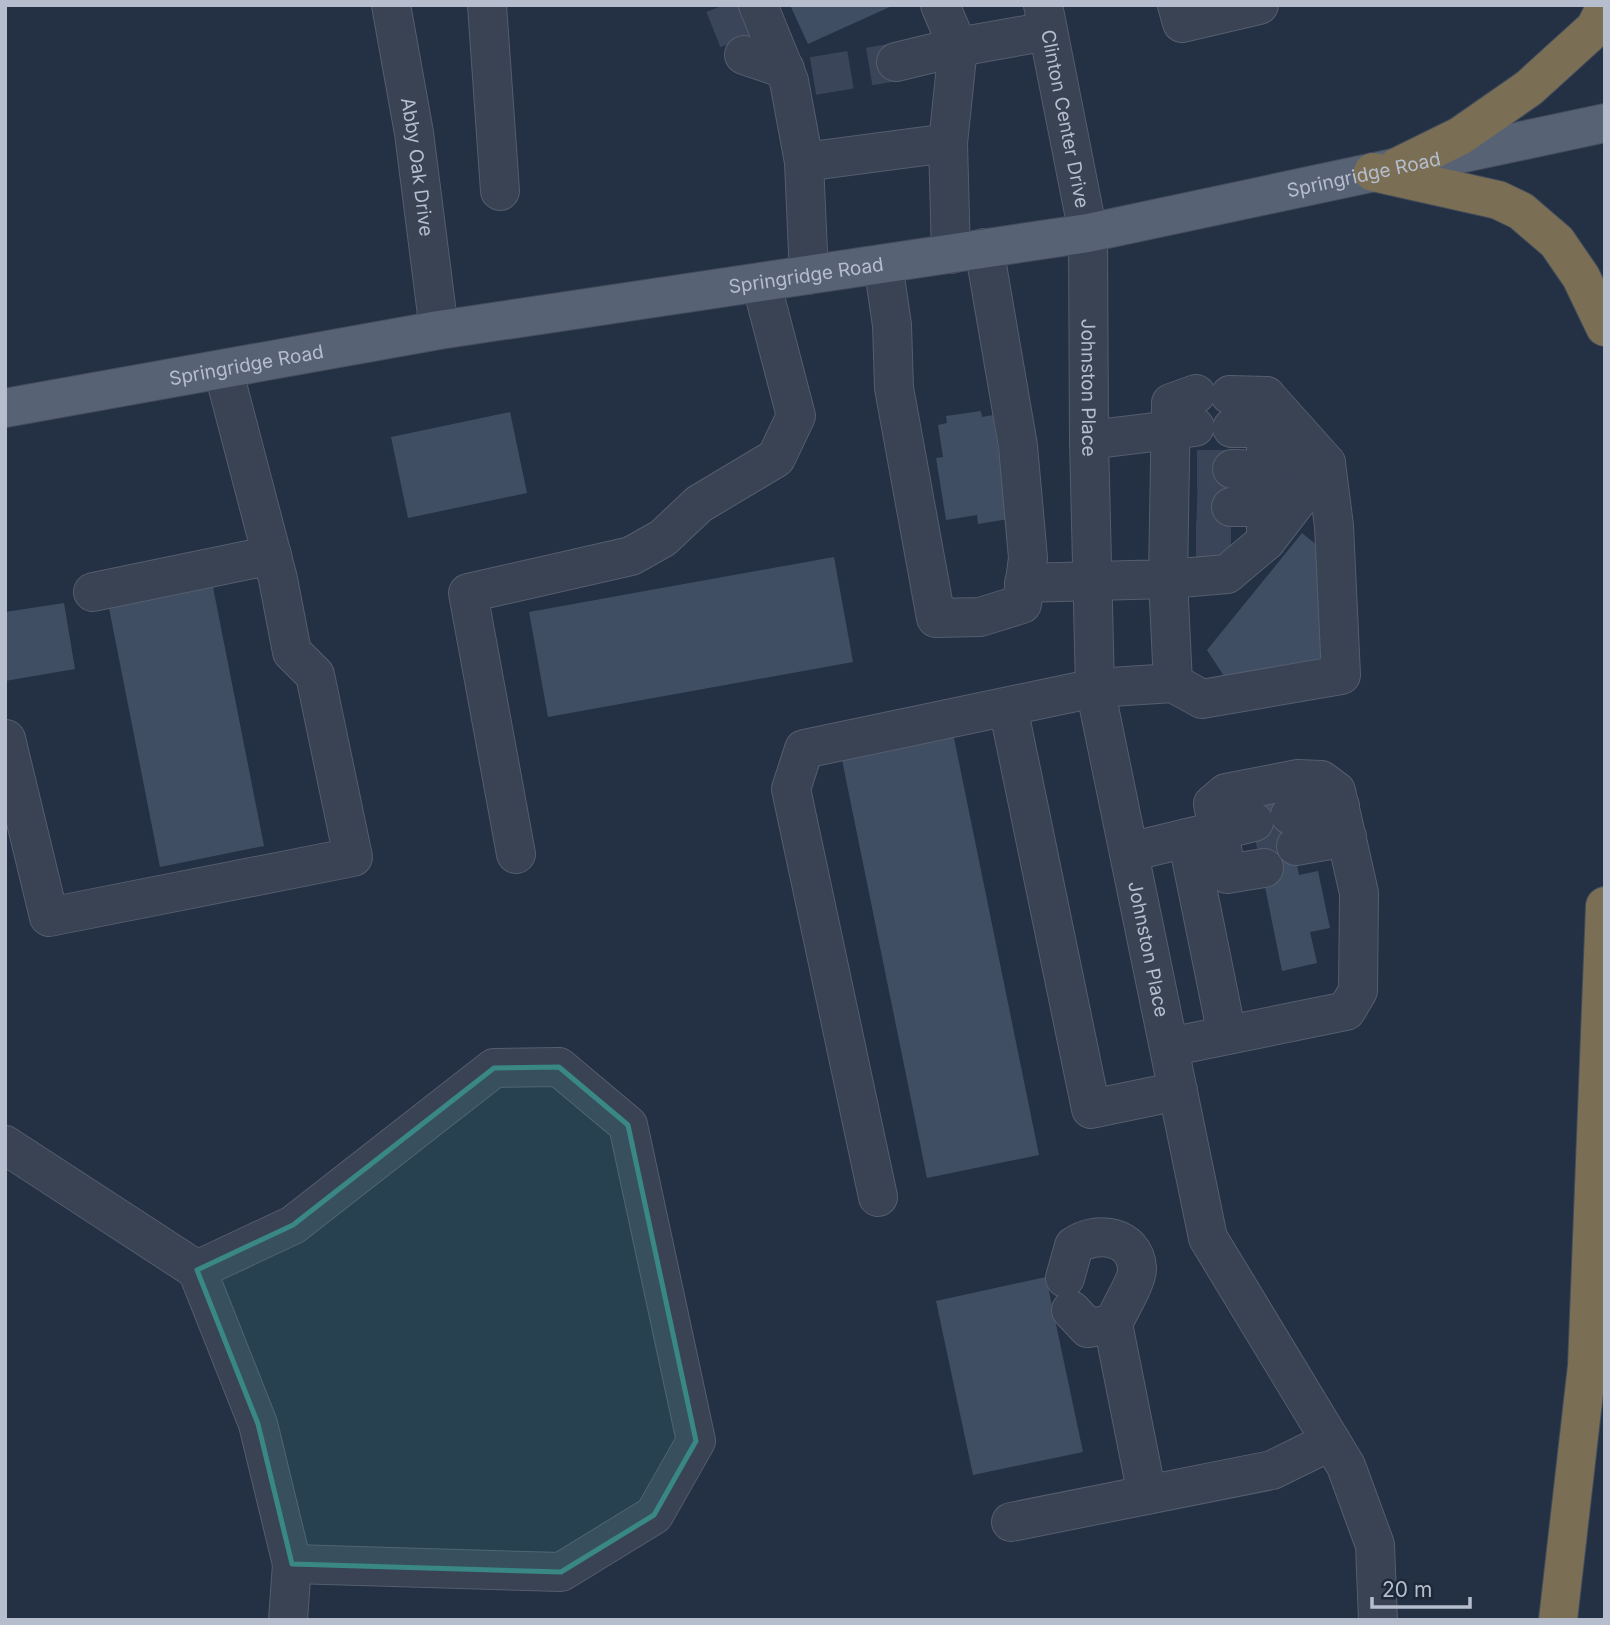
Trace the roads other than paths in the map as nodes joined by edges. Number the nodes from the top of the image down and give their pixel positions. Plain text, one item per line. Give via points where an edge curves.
==
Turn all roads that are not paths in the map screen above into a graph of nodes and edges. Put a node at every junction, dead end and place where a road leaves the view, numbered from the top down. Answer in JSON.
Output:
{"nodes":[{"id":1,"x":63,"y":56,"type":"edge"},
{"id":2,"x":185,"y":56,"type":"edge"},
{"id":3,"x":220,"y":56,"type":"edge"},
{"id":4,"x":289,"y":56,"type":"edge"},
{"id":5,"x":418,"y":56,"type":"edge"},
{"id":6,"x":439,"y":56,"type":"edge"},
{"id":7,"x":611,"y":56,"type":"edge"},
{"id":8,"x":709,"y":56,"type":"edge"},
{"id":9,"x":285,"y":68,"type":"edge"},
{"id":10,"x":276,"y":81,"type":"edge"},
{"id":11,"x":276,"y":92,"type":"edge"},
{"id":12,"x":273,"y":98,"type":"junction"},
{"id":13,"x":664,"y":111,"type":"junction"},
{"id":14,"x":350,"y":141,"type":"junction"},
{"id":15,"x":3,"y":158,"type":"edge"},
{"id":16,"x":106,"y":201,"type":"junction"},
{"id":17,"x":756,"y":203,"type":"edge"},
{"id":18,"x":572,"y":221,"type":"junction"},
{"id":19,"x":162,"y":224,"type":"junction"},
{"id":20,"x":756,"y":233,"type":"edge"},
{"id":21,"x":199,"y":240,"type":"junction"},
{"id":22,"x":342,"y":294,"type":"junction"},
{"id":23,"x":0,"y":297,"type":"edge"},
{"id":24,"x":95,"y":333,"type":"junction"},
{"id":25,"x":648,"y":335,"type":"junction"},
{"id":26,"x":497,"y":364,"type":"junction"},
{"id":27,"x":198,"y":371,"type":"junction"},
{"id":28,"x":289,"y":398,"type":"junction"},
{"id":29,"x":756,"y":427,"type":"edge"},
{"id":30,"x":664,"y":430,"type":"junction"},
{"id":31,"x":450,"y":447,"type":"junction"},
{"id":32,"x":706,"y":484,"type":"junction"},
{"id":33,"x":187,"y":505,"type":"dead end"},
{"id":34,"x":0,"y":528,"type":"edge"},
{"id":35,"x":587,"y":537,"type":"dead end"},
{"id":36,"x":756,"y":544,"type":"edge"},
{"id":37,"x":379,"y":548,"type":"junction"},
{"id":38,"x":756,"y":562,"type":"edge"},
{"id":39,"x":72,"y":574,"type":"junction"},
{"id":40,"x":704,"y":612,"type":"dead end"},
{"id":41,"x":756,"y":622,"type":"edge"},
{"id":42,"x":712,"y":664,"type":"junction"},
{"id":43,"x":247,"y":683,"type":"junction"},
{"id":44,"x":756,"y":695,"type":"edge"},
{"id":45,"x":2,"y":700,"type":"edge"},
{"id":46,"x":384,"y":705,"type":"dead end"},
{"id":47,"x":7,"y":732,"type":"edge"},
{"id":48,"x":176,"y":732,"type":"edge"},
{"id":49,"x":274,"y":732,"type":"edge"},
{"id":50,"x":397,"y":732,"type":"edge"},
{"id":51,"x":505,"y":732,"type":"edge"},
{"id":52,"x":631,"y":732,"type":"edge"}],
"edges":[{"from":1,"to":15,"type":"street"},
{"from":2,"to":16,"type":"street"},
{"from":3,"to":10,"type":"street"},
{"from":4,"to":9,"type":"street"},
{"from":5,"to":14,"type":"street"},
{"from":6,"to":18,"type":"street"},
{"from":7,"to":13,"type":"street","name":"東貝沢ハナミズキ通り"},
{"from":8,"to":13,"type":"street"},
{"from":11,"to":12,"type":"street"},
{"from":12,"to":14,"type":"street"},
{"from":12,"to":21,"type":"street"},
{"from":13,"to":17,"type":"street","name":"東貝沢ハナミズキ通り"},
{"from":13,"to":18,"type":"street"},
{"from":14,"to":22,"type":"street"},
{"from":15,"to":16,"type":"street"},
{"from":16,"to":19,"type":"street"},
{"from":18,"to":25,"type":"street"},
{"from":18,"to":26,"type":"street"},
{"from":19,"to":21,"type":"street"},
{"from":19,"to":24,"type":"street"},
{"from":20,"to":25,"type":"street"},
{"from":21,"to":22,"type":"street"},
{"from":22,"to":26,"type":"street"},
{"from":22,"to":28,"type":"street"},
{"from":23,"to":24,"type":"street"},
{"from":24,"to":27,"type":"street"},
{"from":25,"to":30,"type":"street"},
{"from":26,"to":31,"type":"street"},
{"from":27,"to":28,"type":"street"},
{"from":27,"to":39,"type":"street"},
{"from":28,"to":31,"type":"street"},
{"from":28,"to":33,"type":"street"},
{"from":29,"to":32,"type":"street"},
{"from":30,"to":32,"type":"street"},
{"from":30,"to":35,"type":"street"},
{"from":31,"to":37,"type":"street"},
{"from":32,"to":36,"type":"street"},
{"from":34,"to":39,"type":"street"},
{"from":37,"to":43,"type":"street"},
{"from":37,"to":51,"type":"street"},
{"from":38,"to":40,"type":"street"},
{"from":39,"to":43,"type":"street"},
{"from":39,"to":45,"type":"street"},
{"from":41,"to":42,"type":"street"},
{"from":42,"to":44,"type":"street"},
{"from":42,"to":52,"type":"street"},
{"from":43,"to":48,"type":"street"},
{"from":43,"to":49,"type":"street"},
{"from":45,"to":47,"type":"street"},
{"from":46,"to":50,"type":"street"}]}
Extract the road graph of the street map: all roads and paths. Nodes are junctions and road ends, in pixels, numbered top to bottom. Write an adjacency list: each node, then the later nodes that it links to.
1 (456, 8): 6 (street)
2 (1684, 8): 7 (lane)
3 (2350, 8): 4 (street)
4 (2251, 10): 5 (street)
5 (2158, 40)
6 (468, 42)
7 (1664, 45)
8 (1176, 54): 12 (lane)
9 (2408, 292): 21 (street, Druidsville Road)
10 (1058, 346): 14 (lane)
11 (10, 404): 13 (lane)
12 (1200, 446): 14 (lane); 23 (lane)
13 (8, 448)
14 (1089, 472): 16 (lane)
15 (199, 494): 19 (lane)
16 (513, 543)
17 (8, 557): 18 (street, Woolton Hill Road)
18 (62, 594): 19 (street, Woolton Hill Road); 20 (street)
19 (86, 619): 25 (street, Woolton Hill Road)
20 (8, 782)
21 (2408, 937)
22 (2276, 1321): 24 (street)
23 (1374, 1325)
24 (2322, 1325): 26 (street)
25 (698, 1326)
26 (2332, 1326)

→ **Exercise directions**
All lines above with the word "down" need to be reported.

→ **Expected answer**
Trace the roads other than paths in the map as nodes joined by edges. Number the nodes from the top of the image down and give their pixel positions. Plain text, one item per line. Give via points where an edge curves.
Turn all roads that are not paths in the map screen above into a graph of nodes and edges. Put a node at every junction, dead end and place where a road leaves the view, numbered from the top down. Answer in JSON.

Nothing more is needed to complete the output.